El salmo responsorial de este domingo (Sal 125 [126]) nos recuerda que a cautividad del pueblo hebreo en Babilonia es un hecho que terminó por la intervención de Dios, así como la mala vida de la mujer pecadora terminó por esa misma intervención divina. Cuando Dios hizo que los judíos regresaran a su tierra, se manifestó la alegría, se desató el contento y se reveló para el pueblo la dicha plena. Lo mismo sucedió al corazón de la mujer pecadora que, arrepentida, empieza una nueva vida. Los dos acontecimientos parecen un acto casi imposible de creer en una cultura como la nuestra, en donde lo que reina es el ataque, la condenación, la inmisericordia. La manifestación divina, al librar al pueblo del cautiverio, hizo que las naciones extranjeras reconocieran el favor divino de la misma manera que a los amigos de la pecadora les reveló el Señor el valor del volver a empezar. La metáfora, tanto del salmo como de este pasaje evangélico (Jn 8,1-11) es clara y muy propicia para estos días de cuaresma que son casi los últimos de este privilegiado tiempo litúrgico: la situación de sequía, de ausencia de vida y de posibilidades, no se puede remediar si no es desde el corazón misericordioso de nuestro Dios... «Como cambian los ríos la suerte del desierto, cambia también ahora nuestra suerte, Señor»
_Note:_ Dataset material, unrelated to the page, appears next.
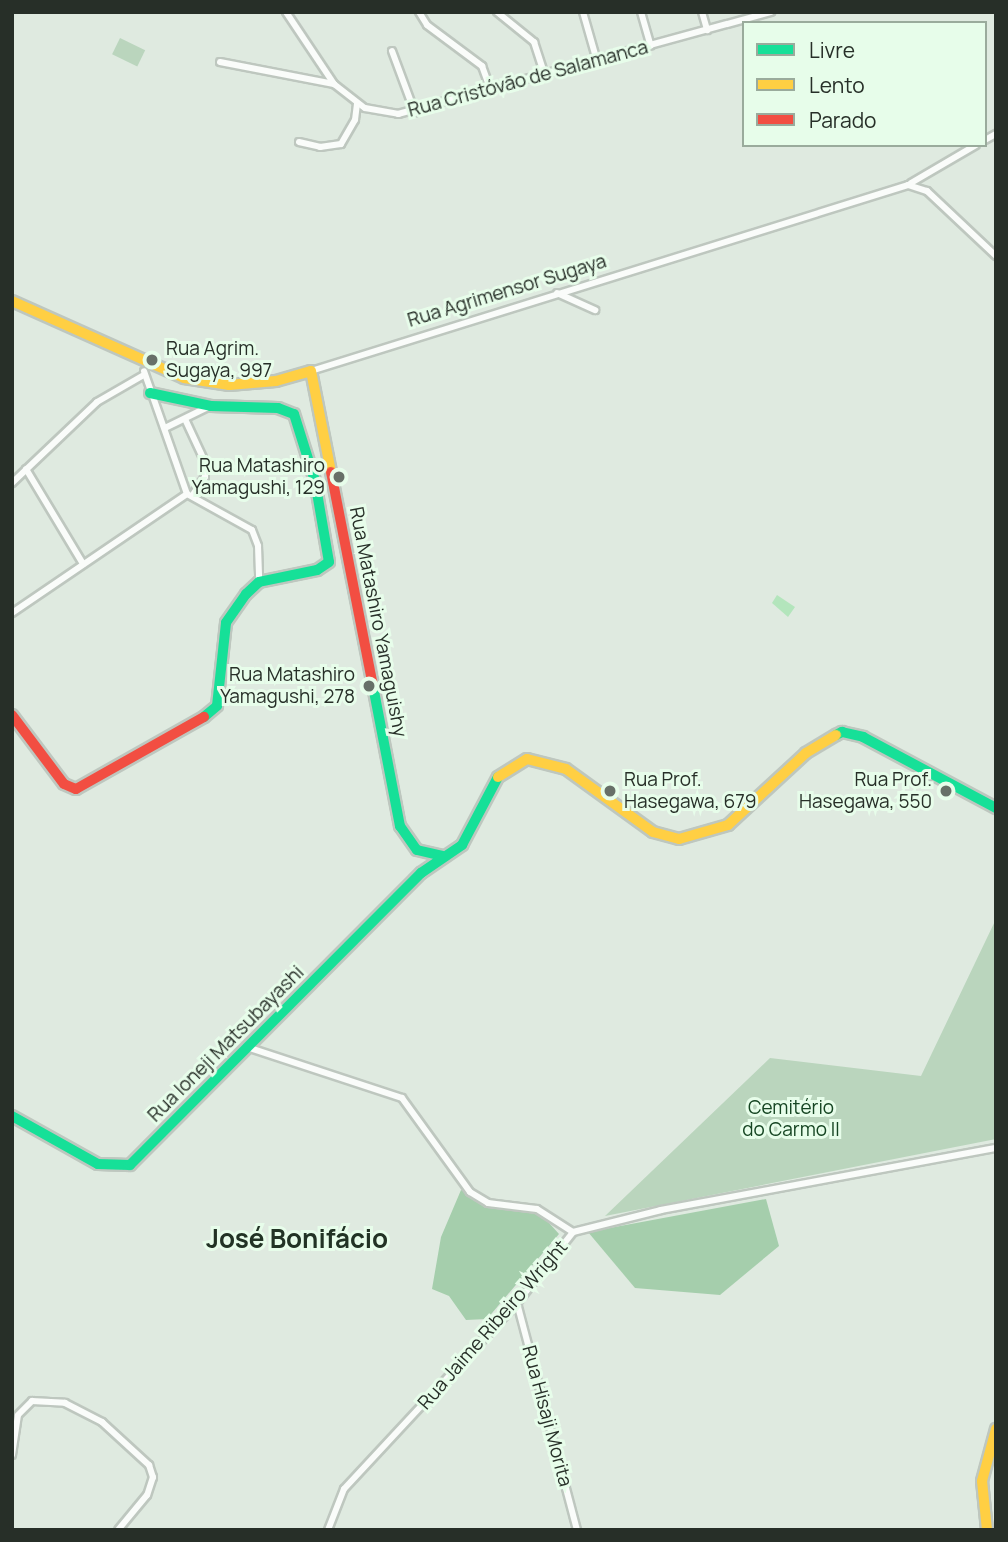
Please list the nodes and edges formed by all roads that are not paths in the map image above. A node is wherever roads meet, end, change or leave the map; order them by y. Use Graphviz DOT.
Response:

Y vaya que la suerte del pueblo cambió. Pero, la suerte de la mujer pecadora también cambió, como puede cambiar la nuestra en esta Cuaresma gracias a las prácticas propias este tiempo de la oración, el ayuno y la limosna. Aquel cambio para el pueblo, aquella restauración al igual que la del corazón de aquella mujer, no deben haber sido cosa fácil pero Dios está siempre de parte de quien tiene necesidad de restaurarse, de cambiar, de empezar algo nuevo. Pienso en las lágrimas de gozo de aquel pueblo al volver a su tierra para emprender una vida nueva y también en las lágrimas de la mujer pecadora al saberse perdonada y volver a empezar a vivir, pero estoy convencido de que las lágrimas no tienen la palabra final para la gente de fe, sino la alegría que se fundamenta en la esperanza y en la restauración. Como la mujer del evangelio y como el pueblo que regresa de la cautividad, también nosotros nos sentimos comprendidos y amados por Dios. Su mirada de amor se ha fijado en nosotros y por eso nos sentimos comprendidos y amados reencontrándonos con nosotros mismos, con nuestra miseria, con lo poco que somos y que solo Dios puede engrandecer para hacernos suyos. El Dios del cual nos habla la liturgia de hoy nos mira con amor, nos reanima interiormente, nos renueva a fondo, nos hace más humanos. Y ese Dios, ese Señor compasivo y misericordioso quiere que miremos así como él, con esa mirada de amor, de compasión de misericordia.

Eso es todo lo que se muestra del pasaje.